Search the data for the string "word" and copy each line in which it appears.

▽

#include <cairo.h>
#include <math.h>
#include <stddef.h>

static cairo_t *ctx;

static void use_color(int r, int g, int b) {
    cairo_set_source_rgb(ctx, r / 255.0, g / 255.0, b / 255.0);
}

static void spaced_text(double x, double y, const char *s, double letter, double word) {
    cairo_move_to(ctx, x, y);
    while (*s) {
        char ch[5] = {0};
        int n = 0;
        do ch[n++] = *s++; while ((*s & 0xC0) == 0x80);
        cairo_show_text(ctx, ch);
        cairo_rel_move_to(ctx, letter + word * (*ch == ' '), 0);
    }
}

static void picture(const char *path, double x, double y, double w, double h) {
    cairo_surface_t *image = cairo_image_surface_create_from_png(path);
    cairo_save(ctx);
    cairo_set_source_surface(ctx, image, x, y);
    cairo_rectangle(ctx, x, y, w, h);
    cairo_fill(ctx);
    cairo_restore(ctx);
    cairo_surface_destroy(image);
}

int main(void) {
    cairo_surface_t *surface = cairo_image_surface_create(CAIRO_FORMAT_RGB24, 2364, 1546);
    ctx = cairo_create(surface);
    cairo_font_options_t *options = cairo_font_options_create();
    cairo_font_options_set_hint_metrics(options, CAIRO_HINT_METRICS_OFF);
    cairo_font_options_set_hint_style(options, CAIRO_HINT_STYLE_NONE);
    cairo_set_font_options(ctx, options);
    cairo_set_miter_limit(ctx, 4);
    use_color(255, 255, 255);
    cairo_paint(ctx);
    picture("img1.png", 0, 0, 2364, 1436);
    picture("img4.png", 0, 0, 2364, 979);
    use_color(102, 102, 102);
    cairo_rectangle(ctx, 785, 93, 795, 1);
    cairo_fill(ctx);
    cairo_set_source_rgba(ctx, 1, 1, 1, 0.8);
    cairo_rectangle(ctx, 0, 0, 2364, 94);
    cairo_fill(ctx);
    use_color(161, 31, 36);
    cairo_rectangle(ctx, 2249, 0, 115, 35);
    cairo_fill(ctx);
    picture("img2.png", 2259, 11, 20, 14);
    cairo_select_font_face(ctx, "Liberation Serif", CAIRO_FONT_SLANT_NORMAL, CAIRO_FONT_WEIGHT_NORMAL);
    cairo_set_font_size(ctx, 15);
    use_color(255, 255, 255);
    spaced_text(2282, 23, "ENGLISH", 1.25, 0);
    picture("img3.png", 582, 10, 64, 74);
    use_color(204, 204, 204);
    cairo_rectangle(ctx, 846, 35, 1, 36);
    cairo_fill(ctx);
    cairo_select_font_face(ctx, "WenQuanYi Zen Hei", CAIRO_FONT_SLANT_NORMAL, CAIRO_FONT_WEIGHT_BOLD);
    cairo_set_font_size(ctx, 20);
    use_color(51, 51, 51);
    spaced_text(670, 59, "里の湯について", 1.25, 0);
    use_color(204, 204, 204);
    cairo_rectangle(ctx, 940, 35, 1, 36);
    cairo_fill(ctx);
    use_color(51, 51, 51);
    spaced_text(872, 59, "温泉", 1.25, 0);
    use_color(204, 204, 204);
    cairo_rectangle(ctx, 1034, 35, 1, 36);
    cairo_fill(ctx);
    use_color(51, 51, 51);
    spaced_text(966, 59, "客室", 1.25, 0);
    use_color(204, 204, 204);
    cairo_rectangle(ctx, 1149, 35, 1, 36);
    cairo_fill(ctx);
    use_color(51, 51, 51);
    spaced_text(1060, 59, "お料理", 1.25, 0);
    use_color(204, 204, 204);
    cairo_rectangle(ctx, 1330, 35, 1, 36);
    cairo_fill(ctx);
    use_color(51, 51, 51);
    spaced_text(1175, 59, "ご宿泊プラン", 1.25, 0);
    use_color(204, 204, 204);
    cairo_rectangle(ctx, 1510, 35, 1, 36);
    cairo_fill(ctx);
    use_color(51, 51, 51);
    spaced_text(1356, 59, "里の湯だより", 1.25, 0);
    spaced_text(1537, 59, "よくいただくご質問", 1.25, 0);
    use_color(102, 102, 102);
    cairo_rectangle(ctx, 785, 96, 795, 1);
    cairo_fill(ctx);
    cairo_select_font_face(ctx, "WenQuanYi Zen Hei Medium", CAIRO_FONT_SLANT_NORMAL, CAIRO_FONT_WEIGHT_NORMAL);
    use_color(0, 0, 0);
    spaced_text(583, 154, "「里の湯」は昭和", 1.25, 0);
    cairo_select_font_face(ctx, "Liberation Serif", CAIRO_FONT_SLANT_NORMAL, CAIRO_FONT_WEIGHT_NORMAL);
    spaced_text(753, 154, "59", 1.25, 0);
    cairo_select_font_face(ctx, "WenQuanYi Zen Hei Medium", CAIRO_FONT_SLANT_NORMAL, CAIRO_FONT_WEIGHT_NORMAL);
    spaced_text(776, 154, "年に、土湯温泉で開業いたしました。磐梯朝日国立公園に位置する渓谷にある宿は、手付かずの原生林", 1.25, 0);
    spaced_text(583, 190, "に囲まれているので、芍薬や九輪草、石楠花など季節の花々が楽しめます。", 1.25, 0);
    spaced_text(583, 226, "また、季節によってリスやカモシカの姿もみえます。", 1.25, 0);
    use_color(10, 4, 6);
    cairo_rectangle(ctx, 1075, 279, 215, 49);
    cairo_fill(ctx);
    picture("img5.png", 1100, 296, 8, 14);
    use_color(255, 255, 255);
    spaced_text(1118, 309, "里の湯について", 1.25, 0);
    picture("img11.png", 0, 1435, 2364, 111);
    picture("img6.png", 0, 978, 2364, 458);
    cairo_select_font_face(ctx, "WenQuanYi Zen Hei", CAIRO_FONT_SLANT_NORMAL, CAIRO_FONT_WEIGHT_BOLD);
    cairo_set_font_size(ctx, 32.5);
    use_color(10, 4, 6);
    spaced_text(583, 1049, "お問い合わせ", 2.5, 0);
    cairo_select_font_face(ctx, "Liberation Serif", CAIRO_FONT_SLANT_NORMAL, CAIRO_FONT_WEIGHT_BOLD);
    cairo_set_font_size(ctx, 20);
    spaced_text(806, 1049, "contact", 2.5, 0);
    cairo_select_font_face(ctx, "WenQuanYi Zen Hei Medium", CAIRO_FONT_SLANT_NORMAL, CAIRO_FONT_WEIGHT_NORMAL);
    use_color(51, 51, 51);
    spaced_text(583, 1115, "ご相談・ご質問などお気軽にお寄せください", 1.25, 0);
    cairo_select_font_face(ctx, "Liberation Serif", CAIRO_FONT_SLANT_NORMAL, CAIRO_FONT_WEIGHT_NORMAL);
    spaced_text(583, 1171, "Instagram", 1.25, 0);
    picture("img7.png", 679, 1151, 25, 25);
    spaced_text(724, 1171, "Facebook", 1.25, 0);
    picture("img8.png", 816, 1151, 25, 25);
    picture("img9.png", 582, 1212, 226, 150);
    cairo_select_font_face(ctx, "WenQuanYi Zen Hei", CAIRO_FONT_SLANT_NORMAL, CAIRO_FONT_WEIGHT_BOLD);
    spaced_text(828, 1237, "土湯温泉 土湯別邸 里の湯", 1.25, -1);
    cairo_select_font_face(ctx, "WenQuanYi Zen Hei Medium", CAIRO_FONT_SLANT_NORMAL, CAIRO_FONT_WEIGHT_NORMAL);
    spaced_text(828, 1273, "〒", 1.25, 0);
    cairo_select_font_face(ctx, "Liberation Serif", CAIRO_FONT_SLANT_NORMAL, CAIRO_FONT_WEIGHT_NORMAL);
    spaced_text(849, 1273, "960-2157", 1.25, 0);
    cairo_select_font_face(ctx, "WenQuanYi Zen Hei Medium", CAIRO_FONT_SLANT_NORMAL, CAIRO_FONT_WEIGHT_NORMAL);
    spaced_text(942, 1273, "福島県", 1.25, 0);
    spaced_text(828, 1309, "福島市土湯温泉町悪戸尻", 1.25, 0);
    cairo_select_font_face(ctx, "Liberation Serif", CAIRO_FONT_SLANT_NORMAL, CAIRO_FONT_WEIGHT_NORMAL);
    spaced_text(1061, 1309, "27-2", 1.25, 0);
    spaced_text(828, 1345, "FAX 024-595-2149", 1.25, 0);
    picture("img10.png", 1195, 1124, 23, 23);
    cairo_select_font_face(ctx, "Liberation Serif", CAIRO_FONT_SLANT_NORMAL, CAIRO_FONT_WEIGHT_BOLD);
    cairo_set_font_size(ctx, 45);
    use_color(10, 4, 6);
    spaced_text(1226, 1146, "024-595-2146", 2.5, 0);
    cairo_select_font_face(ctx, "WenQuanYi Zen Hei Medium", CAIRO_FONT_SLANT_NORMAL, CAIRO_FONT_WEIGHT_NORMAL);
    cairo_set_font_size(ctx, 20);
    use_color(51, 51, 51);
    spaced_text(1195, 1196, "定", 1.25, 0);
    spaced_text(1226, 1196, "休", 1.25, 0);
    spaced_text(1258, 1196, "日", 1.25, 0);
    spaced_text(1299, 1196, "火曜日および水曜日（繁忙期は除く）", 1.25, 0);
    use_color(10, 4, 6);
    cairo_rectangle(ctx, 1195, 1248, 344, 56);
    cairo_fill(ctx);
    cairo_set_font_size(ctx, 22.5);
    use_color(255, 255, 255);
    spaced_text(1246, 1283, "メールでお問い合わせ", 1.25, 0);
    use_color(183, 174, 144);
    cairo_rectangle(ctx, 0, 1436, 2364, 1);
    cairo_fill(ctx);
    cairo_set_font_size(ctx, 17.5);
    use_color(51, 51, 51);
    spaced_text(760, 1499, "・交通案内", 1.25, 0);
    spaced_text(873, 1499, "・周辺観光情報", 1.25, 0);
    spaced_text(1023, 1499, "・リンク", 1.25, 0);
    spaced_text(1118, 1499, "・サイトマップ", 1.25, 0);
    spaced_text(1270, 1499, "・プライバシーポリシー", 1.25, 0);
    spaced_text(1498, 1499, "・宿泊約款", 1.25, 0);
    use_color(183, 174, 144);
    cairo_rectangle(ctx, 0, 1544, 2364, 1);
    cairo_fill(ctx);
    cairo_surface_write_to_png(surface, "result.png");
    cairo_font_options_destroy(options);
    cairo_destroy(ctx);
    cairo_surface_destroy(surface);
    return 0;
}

△

Worked solution:
static void spaced_text(double x, double y, const char *s, double letter, double word) {
        cairo_rel_move_to(ctx, letter + word * (*ch == ' '), 0);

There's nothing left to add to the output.